[[ INPUT DATA open ]]

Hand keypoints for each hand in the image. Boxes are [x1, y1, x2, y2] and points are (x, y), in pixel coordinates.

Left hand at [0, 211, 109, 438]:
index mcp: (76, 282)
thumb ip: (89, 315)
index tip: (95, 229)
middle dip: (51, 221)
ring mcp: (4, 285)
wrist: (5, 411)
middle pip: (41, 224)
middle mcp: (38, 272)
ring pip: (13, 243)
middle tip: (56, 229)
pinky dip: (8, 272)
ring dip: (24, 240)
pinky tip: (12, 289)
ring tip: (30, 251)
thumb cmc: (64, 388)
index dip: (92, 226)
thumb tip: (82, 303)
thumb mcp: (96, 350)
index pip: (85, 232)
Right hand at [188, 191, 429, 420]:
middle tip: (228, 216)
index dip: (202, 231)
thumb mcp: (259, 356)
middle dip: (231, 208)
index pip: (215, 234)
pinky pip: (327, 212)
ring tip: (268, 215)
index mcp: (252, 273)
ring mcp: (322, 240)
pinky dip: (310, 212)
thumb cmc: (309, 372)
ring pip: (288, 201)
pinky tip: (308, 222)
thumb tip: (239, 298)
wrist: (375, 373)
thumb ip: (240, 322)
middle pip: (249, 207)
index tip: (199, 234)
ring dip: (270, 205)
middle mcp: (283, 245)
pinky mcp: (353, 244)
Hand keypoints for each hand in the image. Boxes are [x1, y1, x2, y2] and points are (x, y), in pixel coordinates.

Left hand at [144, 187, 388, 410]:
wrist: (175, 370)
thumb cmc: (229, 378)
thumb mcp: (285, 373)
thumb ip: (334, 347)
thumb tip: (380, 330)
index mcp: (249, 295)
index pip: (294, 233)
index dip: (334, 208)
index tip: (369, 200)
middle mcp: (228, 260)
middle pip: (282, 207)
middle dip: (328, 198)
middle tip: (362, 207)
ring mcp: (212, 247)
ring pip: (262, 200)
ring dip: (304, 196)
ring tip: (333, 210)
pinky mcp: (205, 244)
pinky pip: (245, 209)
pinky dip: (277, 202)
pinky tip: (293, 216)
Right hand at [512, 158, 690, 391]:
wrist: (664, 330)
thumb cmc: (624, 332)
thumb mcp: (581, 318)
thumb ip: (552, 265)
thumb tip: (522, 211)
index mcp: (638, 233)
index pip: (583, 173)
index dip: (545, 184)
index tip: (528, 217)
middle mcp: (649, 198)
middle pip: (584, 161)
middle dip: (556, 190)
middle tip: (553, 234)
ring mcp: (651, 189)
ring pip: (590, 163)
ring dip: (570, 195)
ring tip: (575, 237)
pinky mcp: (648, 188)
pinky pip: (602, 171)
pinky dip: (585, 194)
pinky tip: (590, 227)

[[ INPUT DATA closed ]]

TASK BRIEF
Please return the lines above that run from the line containing "middle mcp: (38, 272)" to the line containing "index mcp: (252, 273)", inclusive, exactly and with no other lines.

ANSWER FOR THE TASK
middle mcp: (38, 272)
ring pip: (13, 243)
middle tip: (56, 229)
pinky dip: (8, 272)
ring dip: (24, 240)
pinky tip: (12, 289)
ring tip: (30, 251)
thumb cmc: (64, 388)
index dip: (92, 226)
thumb tip: (82, 303)
thumb mcp: (96, 350)
index pip: (85, 232)
Right hand at [188, 191, 429, 420]:
middle tip: (228, 216)
index dip: (202, 231)
thumb mcp: (259, 356)
middle dip: (231, 208)
index pip: (215, 234)
pinky pip: (327, 212)
ring tip: (268, 215)
index mcp: (252, 273)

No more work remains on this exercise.